A Christmas Story...#1

Good evening my friends!

Well the Christmas season is firmly upon us.  Yes, the season of peace, joy, love, relatives, disapproval, disgust, despair and burnt cookies is upon us.

I've decided that this year, my friends, I'm going to share with you some of the best Christmas stories from my life.  Some of them are sweet.  Some of them are funny.  Some of them I probably shouldn't be telling you, because, well, some of my family members read this blog.  (Wait, who am I kidding?  NONE of my family members read this blog.  Not a one.  Not even my mother who says, "You know, Sarah, you always write your best when you write about real life."  "So go read my blog," says I.  "Oh know, "  says she, "I'm not reading anything called a blog."

Whatever.  I'm 43 years old, and I've been married for going on 21 years.  Frankly, if my extended family can't stomach the stories I'm about to tell, then they need to get a funny bone transplant because, as we all know, tragedy plus time equals humor.

THIS IS FUNNY STUFF!

I'm not sure how many of these tales from the holiday side I can pull out into the light, but I will promise you this:  The story of the Christmas Hubby and I got engaged is a TWO PART ER, not to be missed.

SO, let's begin with tale from my college years.  Pour a cup of tea, gather the kiddies around and let old Auntie Sarah tell you about the trip DOWN SOUTH.  (I'll have to break this up into chapters over the next couple days because, my friends, too much happened on this trip for just one blog.)
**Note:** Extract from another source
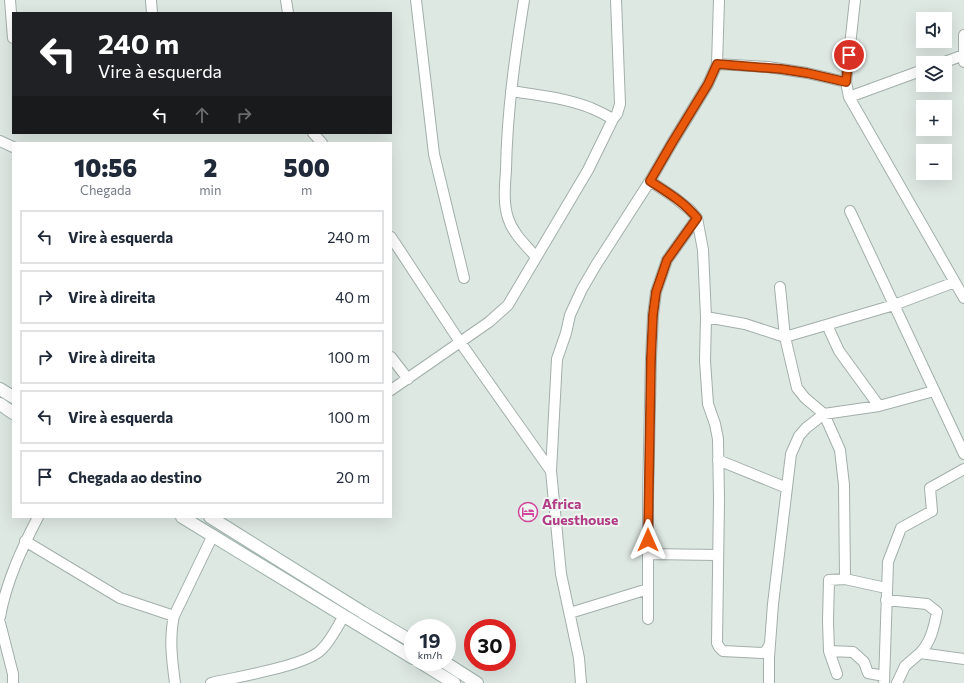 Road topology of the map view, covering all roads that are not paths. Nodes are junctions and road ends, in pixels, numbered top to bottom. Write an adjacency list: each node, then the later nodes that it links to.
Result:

My family's vacations could be depended on for two things:  1)  there would be car trouble.  My father was that deadly combination of man who was too poor to buy a good car and too bookish to know how to fix the crap mobiles he bought.  Every major vacation we took involved at least one trip to a repair shop, always out of state and almost always on a Sunday when everyone was closed.   

The other thing we could depend on when traveling with Danny and Donna Dull  (The name my father gave himself and my mother.) is that Donna, ever the bargain hunter, would book us into the cheapest, most improbable housing ever.

Christmas 1986 was very exciting for me.  It was my first Christmas with a serious boyfriend.  (Okay, every boyfriend I had was serious, but this one wound up marrying me.)  I was a sophomore in college.  I just finished my semester course on US history.  (The final exam was on the Civil War.  The Professor...I'll call him Wonderful Warren Winter mostly because those of you who know him will know who I'm referring to...never ONCE mentioned the Civil War in any of his lessons.  We did, however spend two weeks of the semester on the TABLE OF CONTENTS.)  I was pretty certain I'd aced the test  (I did) mostly because of my enduring love for the Civil war (Thank you Clark Gable).

The trip was a strange one first of all because it was at Christmas.  For as long as I could remember, we'd stayed in town for Christmas Eve because brother and I were in some church service or another.  If we traveled, it was on Christmas Day and then to our grandparents' homes.  Second, it was strange because we hadn't taken a major vaca in several years. 

But Donna had the Blue Car  (A car that would later burst into flames on the way home from Brother's driving test...but that's not what killed the car ultimately.  The car died three years later on that magical trip from New Ulm Minnesota to Wisconsin.  You know the one.)  packed and an itinerary planned, courtesy of Triple A Triptik  (In the days before Garmin, Tom Tom and the Internet, all we had was Triple A)  Danny at the wheel  (Brother couldn't drive yet and I was...a girl.)  we headed out.

Our first stop was in Kankakee, IL.  You know, romantic Kankakee.  Well that first day was just a driving day anyway.  Packed in a car with my mother's "snacks" and my dad's democratic way of radio sharing  (Everyone makes a cassette tape and we will listen to them in order.  No, Sarah, we're not listening to your loud crash bang music.)  a big reason why even today I love the musical stylings of Roger Whitaker.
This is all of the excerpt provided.